One of the four papers concerned “Secrecy in Mormonism: From Separation to Speculation.” It was presented by Chrystal Vanel from the Ecole Pratique des Hautes Etudes in Paris (who seems to have, or to have had, some sort of affiliation with the Community of Christ, the former RLDS Church).  Here is his paper abstract:

 

Mormonism is a strongly proselytizing religion, with more than 80,000 young full-time missionaries worldwide, and a sophisticated communications network in bot hold and new media. But Mormonism is also a secretive religion. While its chapels are wide open to the public and all its members, its temples are only open to the most faithful Mormons. Through secret (“sacred”) rituals, they can hope for deification in the afterlife and be married for “time and eternity.” It is possible that the top Mormon leadership may undergo even more secretive rites. Mormon secrecy solidifies a particular Mormon community, distancing Mormons from others, as they are united by common secrets. But those secrets also generate speculation from journalists, critics, and certain Christian groups.
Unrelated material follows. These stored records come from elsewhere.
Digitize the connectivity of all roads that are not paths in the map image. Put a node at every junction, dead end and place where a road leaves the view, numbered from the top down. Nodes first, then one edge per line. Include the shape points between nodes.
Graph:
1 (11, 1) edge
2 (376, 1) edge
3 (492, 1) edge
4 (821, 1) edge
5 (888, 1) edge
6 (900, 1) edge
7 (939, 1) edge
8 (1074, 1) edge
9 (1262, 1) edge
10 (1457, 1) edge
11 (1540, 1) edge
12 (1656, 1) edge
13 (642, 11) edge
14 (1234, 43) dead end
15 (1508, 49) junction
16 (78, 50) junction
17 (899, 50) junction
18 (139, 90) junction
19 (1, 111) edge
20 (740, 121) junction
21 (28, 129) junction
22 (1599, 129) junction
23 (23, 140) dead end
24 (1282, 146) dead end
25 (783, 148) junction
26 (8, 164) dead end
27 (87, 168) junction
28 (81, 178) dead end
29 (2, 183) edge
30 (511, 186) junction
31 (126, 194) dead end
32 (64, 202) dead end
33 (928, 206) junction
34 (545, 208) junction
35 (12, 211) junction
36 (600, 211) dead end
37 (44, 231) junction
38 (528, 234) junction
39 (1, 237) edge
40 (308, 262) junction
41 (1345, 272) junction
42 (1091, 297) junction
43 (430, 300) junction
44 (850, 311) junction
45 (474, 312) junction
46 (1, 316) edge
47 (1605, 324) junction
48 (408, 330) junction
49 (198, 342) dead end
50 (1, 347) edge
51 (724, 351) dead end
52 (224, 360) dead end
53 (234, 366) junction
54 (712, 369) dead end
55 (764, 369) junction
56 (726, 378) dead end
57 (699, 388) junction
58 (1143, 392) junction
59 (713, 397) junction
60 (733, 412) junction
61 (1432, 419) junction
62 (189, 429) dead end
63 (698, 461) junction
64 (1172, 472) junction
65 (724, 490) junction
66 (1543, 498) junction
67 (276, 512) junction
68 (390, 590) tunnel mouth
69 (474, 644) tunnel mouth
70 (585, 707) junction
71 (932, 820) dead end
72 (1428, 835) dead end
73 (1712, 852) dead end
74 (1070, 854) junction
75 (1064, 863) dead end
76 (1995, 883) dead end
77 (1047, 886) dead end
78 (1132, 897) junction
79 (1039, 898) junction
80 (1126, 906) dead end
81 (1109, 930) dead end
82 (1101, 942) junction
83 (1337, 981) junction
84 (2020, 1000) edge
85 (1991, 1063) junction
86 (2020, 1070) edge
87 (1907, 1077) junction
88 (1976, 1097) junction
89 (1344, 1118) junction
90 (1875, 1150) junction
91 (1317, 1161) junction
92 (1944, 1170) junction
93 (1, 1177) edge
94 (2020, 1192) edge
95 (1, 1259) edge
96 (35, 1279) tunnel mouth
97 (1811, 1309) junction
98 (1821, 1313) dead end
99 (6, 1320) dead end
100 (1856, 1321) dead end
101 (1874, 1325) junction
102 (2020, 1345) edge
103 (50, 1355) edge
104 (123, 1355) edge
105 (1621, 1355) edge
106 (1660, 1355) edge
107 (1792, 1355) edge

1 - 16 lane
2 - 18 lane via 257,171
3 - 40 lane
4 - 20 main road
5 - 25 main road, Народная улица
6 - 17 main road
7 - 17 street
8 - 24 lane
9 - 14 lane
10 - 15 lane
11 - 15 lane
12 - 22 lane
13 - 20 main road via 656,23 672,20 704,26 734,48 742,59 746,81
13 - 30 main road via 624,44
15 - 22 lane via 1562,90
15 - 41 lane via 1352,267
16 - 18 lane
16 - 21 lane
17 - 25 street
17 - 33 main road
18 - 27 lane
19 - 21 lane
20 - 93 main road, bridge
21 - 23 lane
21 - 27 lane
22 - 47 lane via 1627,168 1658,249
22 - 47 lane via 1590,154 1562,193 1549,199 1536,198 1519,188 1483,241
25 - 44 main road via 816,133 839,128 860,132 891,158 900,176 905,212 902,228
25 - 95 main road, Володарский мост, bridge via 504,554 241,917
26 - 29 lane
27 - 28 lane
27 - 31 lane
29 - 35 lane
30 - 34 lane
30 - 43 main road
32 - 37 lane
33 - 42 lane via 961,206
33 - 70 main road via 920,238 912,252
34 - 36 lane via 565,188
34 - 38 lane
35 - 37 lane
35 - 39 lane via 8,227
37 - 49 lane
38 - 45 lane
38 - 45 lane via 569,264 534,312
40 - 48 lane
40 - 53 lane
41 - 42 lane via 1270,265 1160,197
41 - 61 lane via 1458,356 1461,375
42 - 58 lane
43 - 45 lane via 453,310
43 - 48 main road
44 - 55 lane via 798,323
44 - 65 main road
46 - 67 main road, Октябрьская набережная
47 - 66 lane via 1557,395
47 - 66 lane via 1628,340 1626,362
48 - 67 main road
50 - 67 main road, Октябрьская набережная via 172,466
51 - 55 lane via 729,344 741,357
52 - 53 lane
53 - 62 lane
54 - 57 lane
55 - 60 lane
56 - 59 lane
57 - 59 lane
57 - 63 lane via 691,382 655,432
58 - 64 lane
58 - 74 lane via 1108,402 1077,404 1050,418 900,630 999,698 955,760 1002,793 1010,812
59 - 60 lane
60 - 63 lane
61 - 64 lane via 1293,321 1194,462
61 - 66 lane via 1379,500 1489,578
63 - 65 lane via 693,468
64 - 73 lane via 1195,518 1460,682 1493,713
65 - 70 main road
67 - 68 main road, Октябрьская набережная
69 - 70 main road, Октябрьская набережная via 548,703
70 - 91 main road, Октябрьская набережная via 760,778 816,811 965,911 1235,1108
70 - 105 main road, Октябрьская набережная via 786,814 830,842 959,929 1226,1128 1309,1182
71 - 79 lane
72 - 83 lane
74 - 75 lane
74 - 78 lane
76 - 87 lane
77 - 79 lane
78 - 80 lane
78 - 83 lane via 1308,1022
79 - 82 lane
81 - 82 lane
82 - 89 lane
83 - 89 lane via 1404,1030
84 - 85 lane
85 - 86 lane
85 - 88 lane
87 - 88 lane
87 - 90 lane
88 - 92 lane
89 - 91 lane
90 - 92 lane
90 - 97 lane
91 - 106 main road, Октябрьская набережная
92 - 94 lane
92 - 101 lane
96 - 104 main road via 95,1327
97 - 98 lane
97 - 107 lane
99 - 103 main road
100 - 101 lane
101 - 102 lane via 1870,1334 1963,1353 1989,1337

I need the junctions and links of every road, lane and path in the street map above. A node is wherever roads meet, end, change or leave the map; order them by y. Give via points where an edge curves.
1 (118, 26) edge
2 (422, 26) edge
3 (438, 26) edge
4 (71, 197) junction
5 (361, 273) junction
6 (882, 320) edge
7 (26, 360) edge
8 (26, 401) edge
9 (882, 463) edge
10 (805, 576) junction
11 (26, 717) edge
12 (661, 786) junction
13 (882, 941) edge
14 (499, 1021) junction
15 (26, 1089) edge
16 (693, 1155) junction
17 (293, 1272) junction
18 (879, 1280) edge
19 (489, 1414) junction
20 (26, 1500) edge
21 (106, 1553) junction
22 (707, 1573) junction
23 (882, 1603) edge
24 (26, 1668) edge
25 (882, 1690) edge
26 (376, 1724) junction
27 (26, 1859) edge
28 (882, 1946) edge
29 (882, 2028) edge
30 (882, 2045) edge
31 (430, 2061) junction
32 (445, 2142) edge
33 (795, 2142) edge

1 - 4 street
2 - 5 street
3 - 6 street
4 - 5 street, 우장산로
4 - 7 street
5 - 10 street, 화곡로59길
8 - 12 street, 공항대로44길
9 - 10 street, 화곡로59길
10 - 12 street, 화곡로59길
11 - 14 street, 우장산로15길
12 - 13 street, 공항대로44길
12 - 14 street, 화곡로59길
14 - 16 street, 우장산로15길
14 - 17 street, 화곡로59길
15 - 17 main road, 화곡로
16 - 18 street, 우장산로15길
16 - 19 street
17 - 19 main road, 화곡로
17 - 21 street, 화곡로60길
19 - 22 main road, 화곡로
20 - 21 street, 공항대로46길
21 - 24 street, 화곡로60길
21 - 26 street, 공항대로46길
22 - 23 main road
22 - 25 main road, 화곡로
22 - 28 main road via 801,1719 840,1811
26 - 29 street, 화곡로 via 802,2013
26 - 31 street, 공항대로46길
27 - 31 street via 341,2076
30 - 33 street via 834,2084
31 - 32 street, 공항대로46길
The same can be said of Mormon finances, which typically are not communicated to the faithful, nor the public.

 

I didn’t learn of the Community of Christ connection until after his presentation, and, frankly, I was worried about what he would have to say (and show).  (I’ve never been very thrilled at the prospect of Mormonism, and the temple in particular, being pawed over by “objective” academics, examined like a lab specimen.)  I was relieved, thus, when he mentioned that he would have no PowerPoint.

 

As it turned out, moreover, he said little in detail about temple ritual.  Good.

 

But I had some real quibbles.

 

He took it as fact, for instance, that the Gadianton robbers in the Book of Mormon represent (and were modeled upon) the Freemasons, and cited the early description of the Book of Mormon as an “anti-Masonick Bible.”  I think, and have publicly argued, that that equation is far less secure than Dan Vogel and others have assumed it to be.

 

He faulted the authoritarian and anti-democratic character of Mormon leadership, and contrasted the nature of LDS general conferences, where speeches are given and everything is simply “sustained,” to the deliberative nature of Community of Christ conferences, in which “delegates” from local congregations can vote down proposals from the hierarchy — and have done so.

 

To me, the most wounding part of his presentation came when he dismissed Mormonism as quite uninteresting, as moving toward Evangelical Protestantism and containing no unique ideas of any real significance or power.  I think this is grossly mistaken, but I readily admit that we routinely give that impression, such than an outsider can be pardoned for concluding that, apart from an extra book and a past that featured an extra wife or two, we really have nothing to offer.  As one rabbi and professor told me over dinner many years ago in Austria, we’re simply “the quintessential boring Midwestern Protestantism.”

 

He dismissed general conference as utterly devoid of substance.  “It’s all about gay marriage,” he said.  And he picked Robert Millet out as the representative Mormon intellectual — and wrote him off as just an Evangelical fundamentalist.

 

I recall Stephen Naifeh and Gregory White Smith, in their book The Mormon Murders, referring with disdain to “the great, grinning, mashed-potato goodness of Mormon Utah.”  It’s a phrase that’s stuck unpleasantly in my mind for years.  And the horror writer Stephen King, who once referred to Utah as “a Perry Como kind of place, with a cultural level like that of the Soviet Union.”

 

Such judgments are unfair.  Grossly so, in my view.  But it sometimes seems that we’re determined to justify them.

 

I’ve been writing about Stephen Webb of late (and I’m not quite done).  I think he offers a valuable counter-perspective.  And, perhaps, a wake-up call.